§ **WHAT IS REQUIRED**
Your answer must consist of the records below, reproduced exactly, with every picture removed.

§ **INPUT DATA**

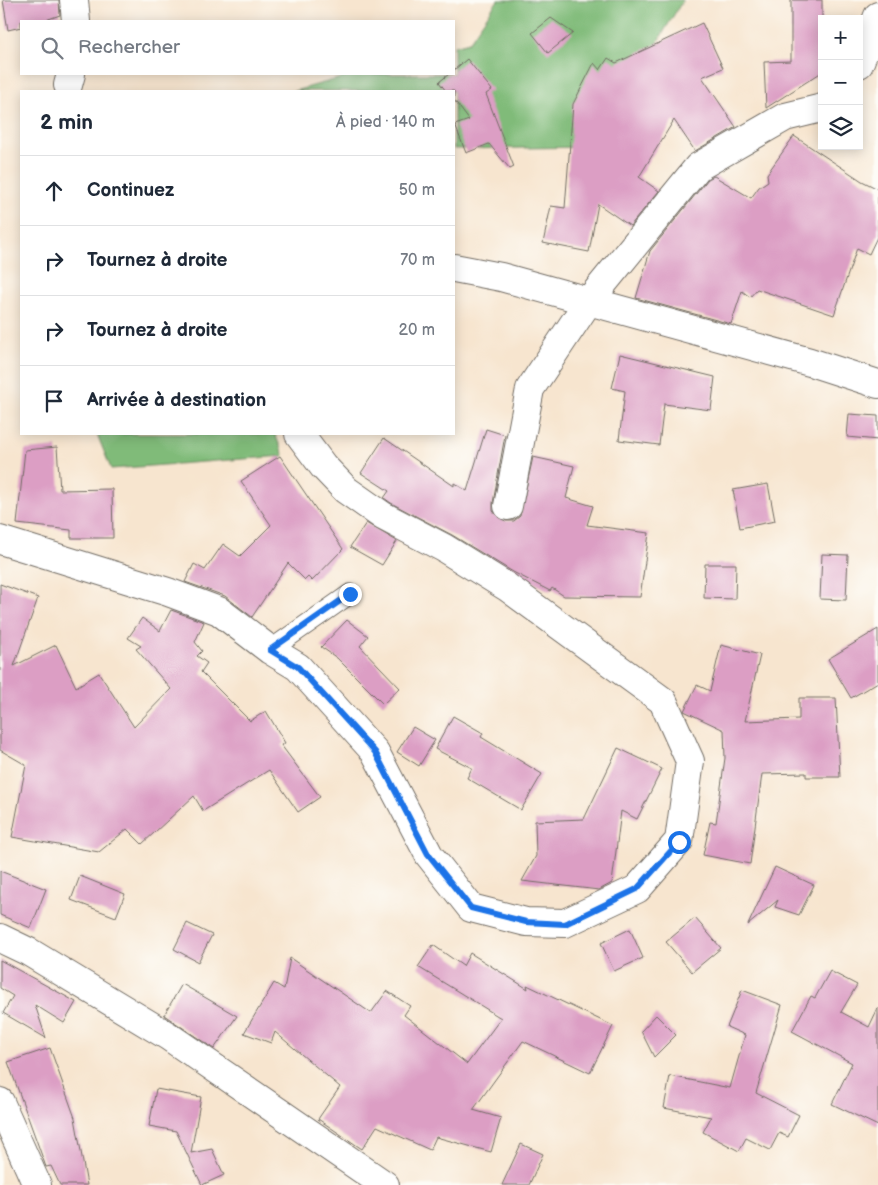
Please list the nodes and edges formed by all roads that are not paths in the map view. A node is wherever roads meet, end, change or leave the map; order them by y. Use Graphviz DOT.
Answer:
graph roads {
  1 [pos="74,0"];
  2 [pos="878,16"];
  3 [pos="76,20"];
  4 [pos="861,60"];
  5 [pos="818,109"];
  6 [pos="455,268"];
  7 [pos="588,302"];
  8 [pos="878,384"];
  9 [pos="299,435"];
  10 [pos="508,506"];
  11 [pos="0,540"];
  12 [pos="350,594"];
  13 [pos="270,650"];
  14 [pos="0,938"];
  15 [pos="0,1102"];
  16 [pos="37,1185"];
  17 [pos="385,1185"];
  1 -- 3 [label="street"];
  2 -- 4 [label="street"];
  5 -- 7 [label="street"];
  6 -- 7 [label="street"];
  7 -- 8 [label="street"];
  7 -- 10 [label="street"];
  9 -- 13 [label="street"];
  11 -- 13 [label="street"];
  12 -- 13 [label="lane"];
  14 -- 17 [label="street"];
  15 -- 16 [label="street"];
}
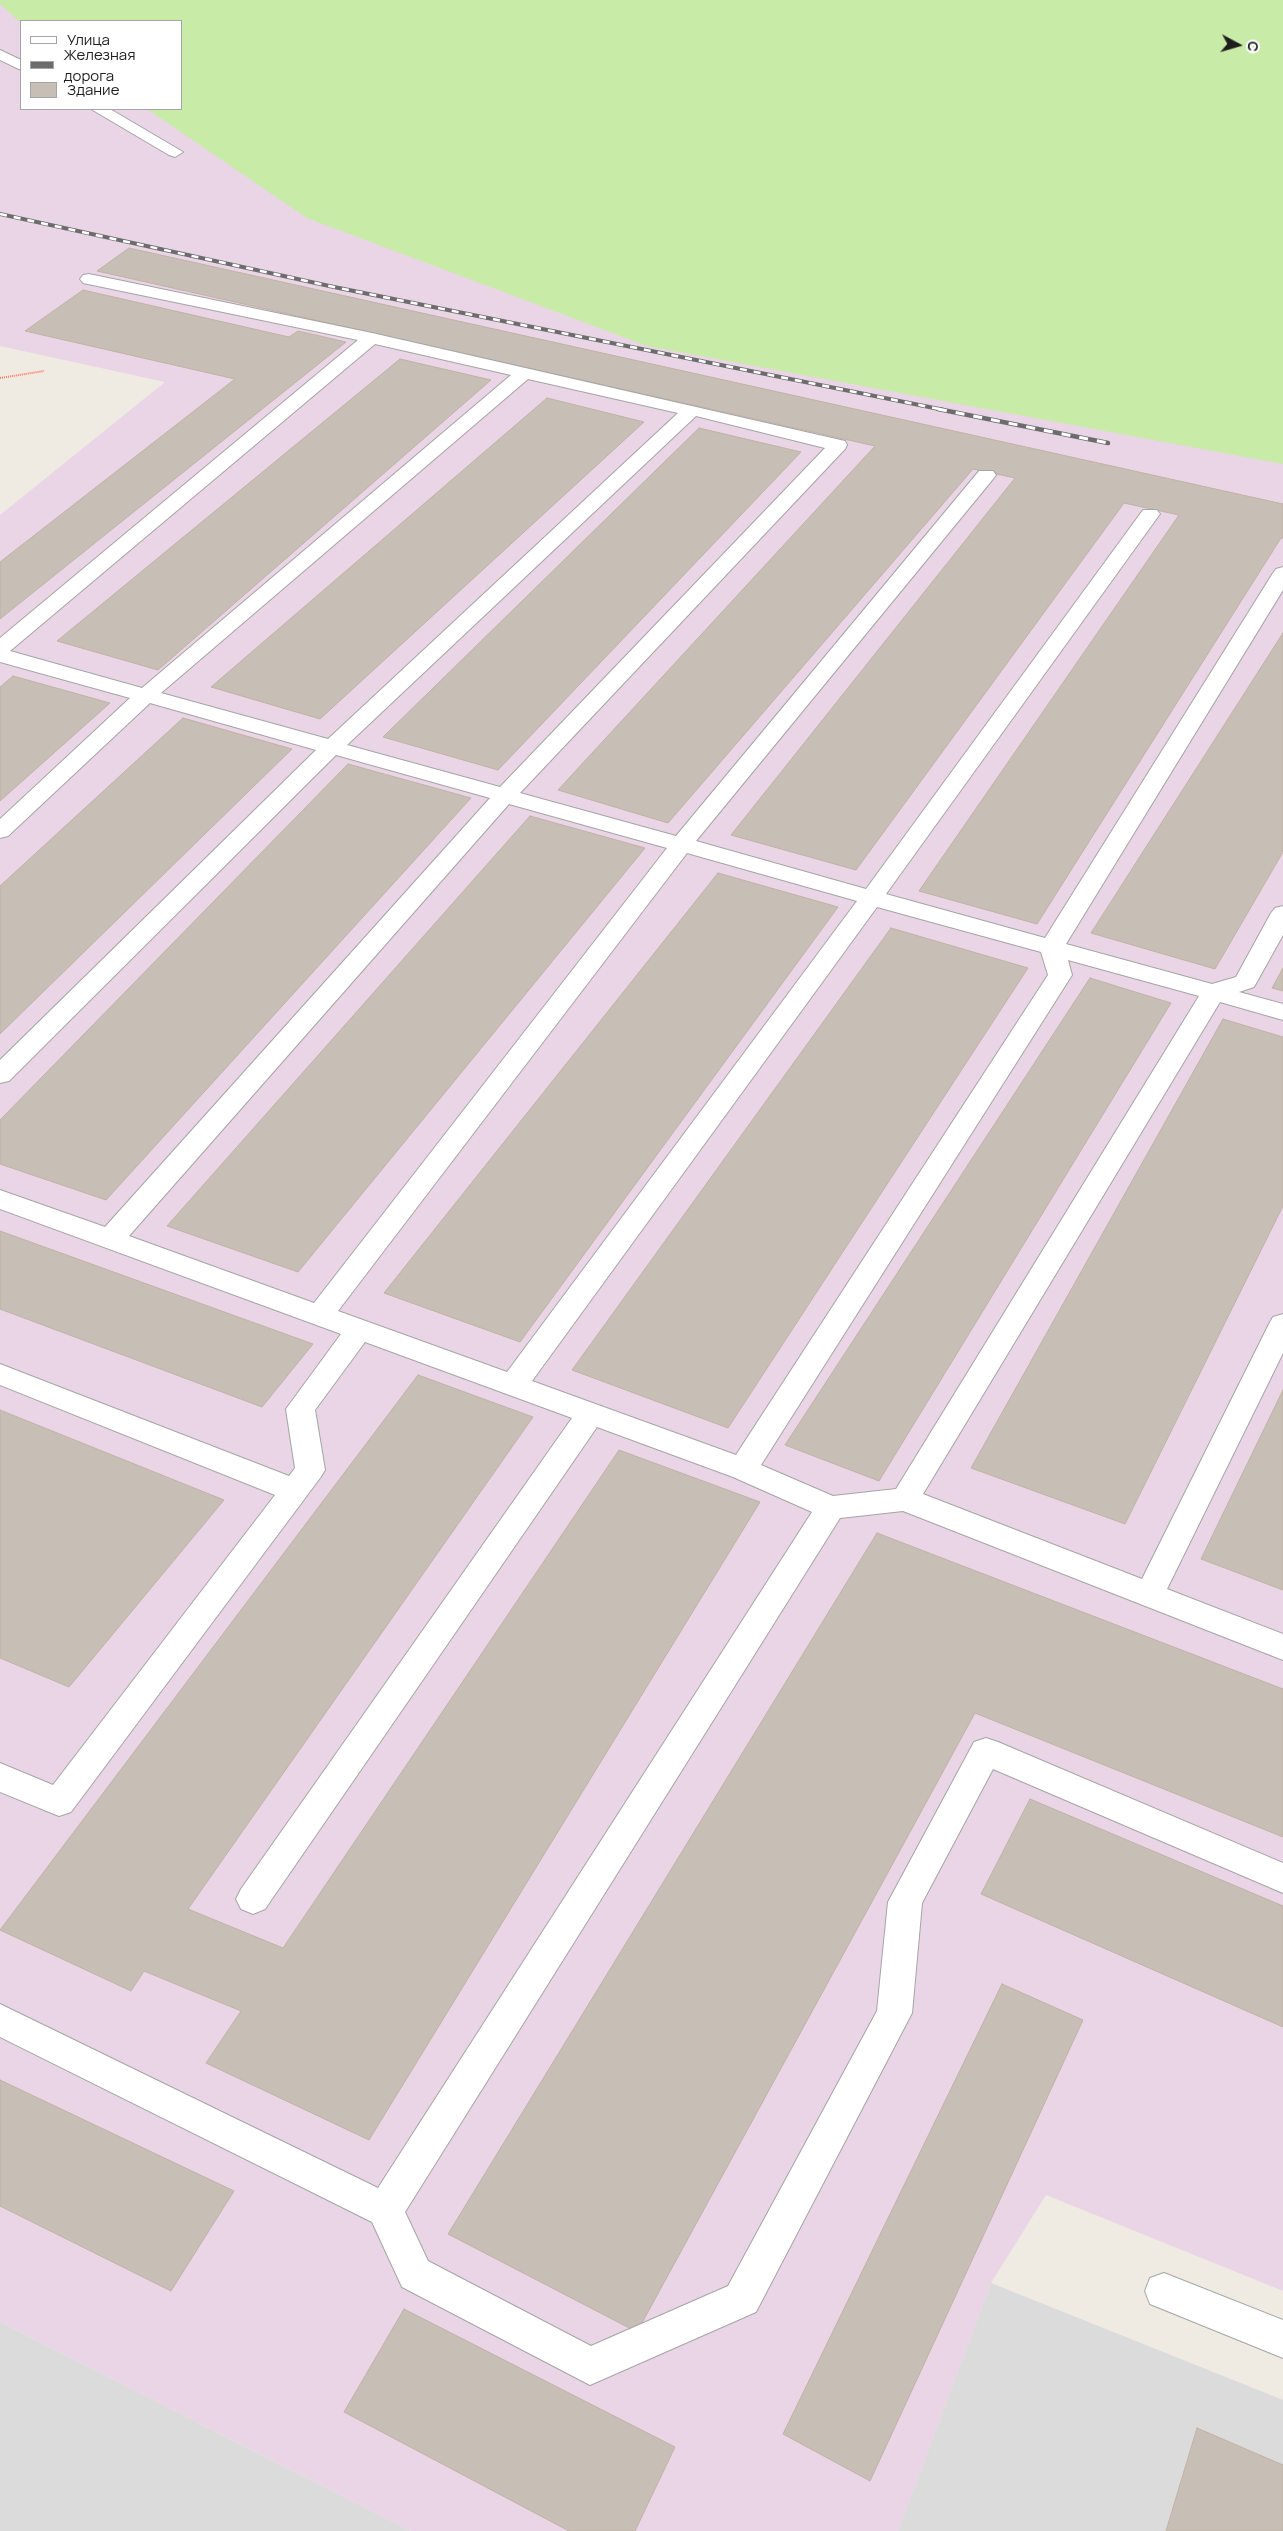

§ **EXERCISE SOLUTION**
Please list the nodes and edges formed by all roads that are not paths in the map view. A node is wherever roads meet, end, change or leave the map; order them by y. Use Graphviz DOT.
Answer:
graph roads {
  1 [pos="74,0"];
  2 [pos="878,16"];
  3 [pos="76,20"];
  4 [pos="861,60"];
  5 [pos="818,109"];
  6 [pos="455,268"];
  7 [pos="588,302"];
  8 [pos="878,384"];
  9 [pos="299,435"];
  10 [pos="508,506"];
  11 [pos="0,540"];
  12 [pos="350,594"];
  13 [pos="270,650"];
  14 [pos="0,938"];
  15 [pos="0,1102"];
  16 [pos="37,1185"];
  17 [pos="385,1185"];
  1 -- 3 [label="street"];
  2 -- 4 [label="street"];
  5 -- 7 [label="street"];
  6 -- 7 [label="street"];
  7 -- 8 [label="street"];
  7 -- 10 [label="street"];
  9 -- 13 [label="street"];
  11 -- 13 [label="street"];
  12 -- 13 [label="lane"];
  14 -- 17 [label="street"];
  15 -- 16 [label="street"];
}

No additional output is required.